- [PROVIDED DATA]
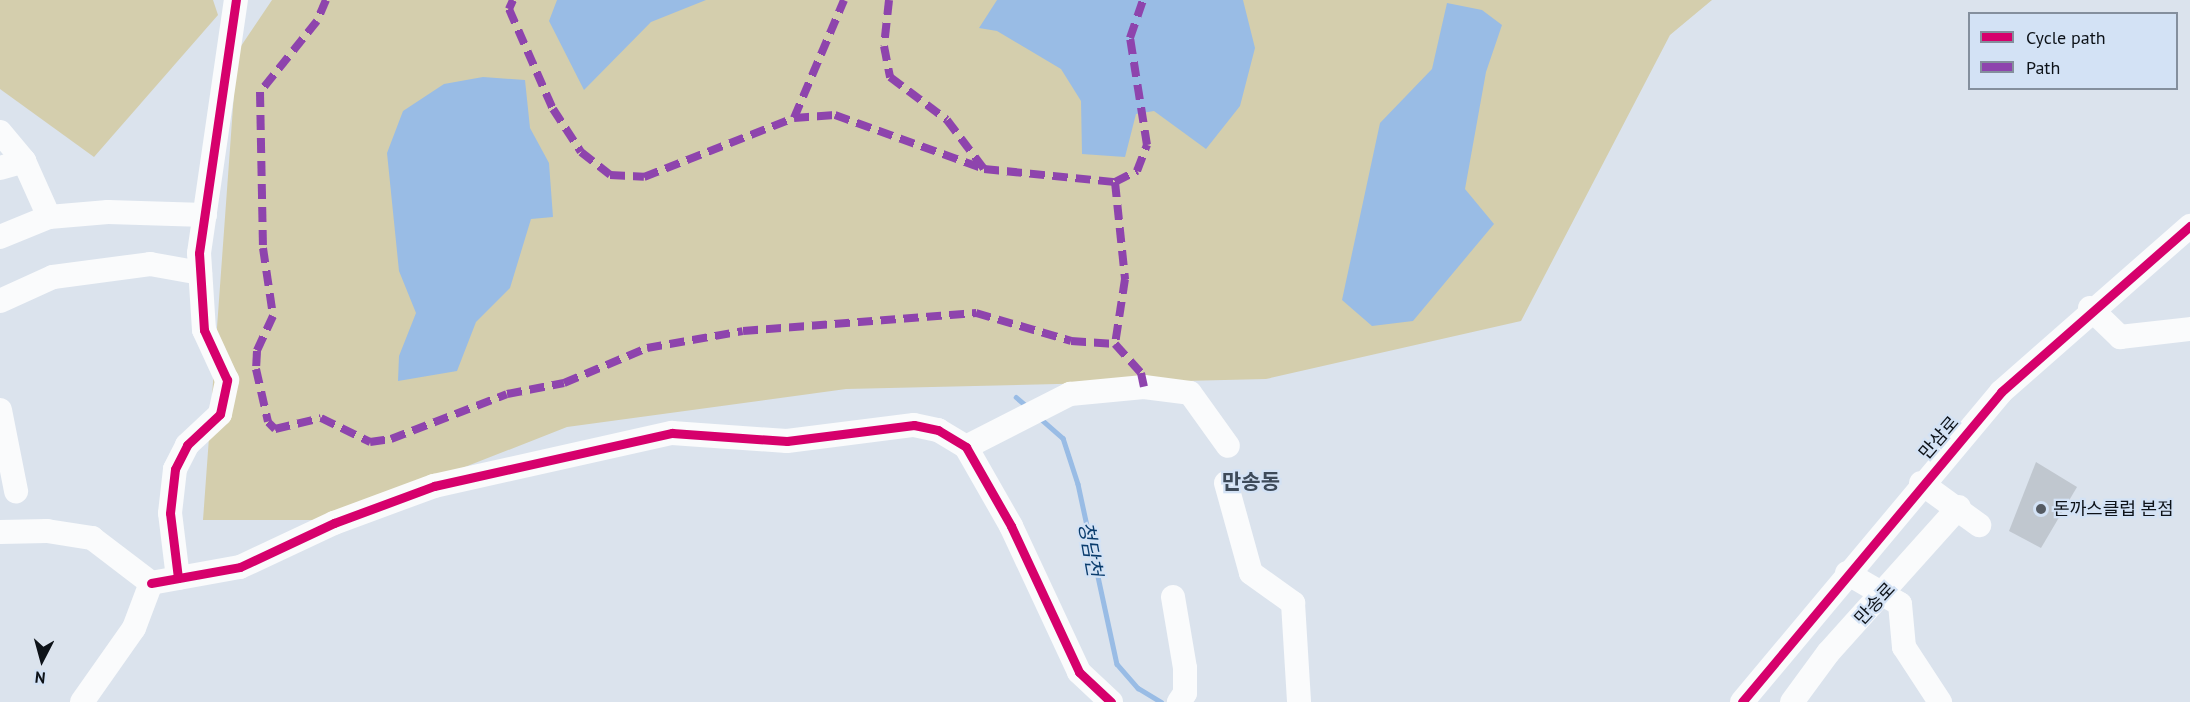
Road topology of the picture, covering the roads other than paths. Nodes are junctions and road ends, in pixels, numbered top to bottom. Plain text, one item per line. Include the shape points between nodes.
1 (236, 0) edge
2 (0, 132) edge
3 (24, 161) junction
4 (0, 168) edge
5 (205, 215) junction
6 (49, 217) junction
7 (2190, 226) edge
8 (0, 237) edge
9 (200, 273) junction
10 (0, 301) edge
11 (2090, 308) junction
12 (2190, 329) edge
13 (0, 410) edge
14 (1227, 446) dead end
15 (966, 447) junction
16 (1226, 483) dead end
17 (1921, 483) junction
18 (16, 491) dead end
19 (1959, 507) junction
20 (1979, 525) dead end
21 (0, 532) edge
22 (1847, 573) junction
23 (178, 578) junction
24 (151, 583) junction
25 (1882, 596) junction
26 (1173, 597) dead end
27 (1748, 700) edge
28 (1180, 701) edge
29 (82, 702) edge
30 (1111, 702) edge
31 (1299, 702) edge
32 (1792, 702) edge
33 (1940, 702) edge

1 - 5 street
2 - 3 street
3 - 4 street
3 - 6 street
5 - 6 street via 108,212
5 - 9 street
6 - 8 street
7 - 11 street, 만삼로
9 - 10 street via 150,264 53,277
9 - 23 street via 204,330 226,380 220,414 187,446 175,469 170,513
11 - 12 street via 2120,337
11 - 17 street, 만삼로 via 2001,392
13 - 18 street
14 - 15 street via 1190,393 1179,389 1070,394
15 - 23 street via 938,430 914,425 787,441 672,434 434,486 334,523 240,567
15 - 30 street via 1011,526 1079,672
16 - 31 street via 1251,573 1293,603
17 - 19 street
17 - 22 street, 만삼로
19 - 20 street
19 - 25 street, 만송로
21 - 24 street via 47,531 92,538
22 - 25 street
22 - 27 street, 만삼로
23 - 24 street
24 - 29 street via 134,628
25 - 32 street, 만송로 via 1828,653
25 - 33 street via 1900,604 1904,647
26 - 28 street via 1185,668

- [WHAT TO WORK ON]
Every line above is to be duplicated exactly; no picture should be carried over.

- [RESPONSE TO THE EXERCISE]
Road topology of the picture, covering the roads other than paths. Nodes are junctions and road ends, in pixels, numbered top to bottom. Plain text, one item per line. Include the shape points between nodes.
1 (236, 0) edge
2 (0, 132) edge
3 (24, 161) junction
4 (0, 168) edge
5 (205, 215) junction
6 (49, 217) junction
7 (2190, 226) edge
8 (0, 237) edge
9 (200, 273) junction
10 (0, 301) edge
11 (2090, 308) junction
12 (2190, 329) edge
13 (0, 410) edge
14 (1227, 446) dead end
15 (966, 447) junction
16 (1226, 483) dead end
17 (1921, 483) junction
18 (16, 491) dead end
19 (1959, 507) junction
20 (1979, 525) dead end
21 (0, 532) edge
22 (1847, 573) junction
23 (178, 578) junction
24 (151, 583) junction
25 (1882, 596) junction
26 (1173, 597) dead end
27 (1748, 700) edge
28 (1180, 701) edge
29 (82, 702) edge
30 (1111, 702) edge
31 (1299, 702) edge
32 (1792, 702) edge
33 (1940, 702) edge

1 - 5 street
2 - 3 street
3 - 4 street
3 - 6 street
5 - 6 street via 108,212
5 - 9 street
6 - 8 street
7 - 11 street, 만삼로
9 - 10 street via 150,264 53,277
9 - 23 street via 204,330 226,380 220,414 187,446 175,469 170,513
11 - 12 street via 2120,337
11 - 17 street, 만삼로 via 2001,392
13 - 18 street
14 - 15 street via 1190,393 1179,389 1070,394
15 - 23 street via 938,430 914,425 787,441 672,434 434,486 334,523 240,567
15 - 30 street via 1011,526 1079,672
16 - 31 street via 1251,573 1293,603
17 - 19 street
17 - 22 street, 만삼로
19 - 20 street
19 - 25 street, 만송로
21 - 24 street via 47,531 92,538
22 - 25 street
22 - 27 street, 만삼로
23 - 24 street
24 - 29 street via 134,628
25 - 32 street, 만송로 via 1828,653
25 - 33 street via 1900,604 1904,647
26 - 28 street via 1185,668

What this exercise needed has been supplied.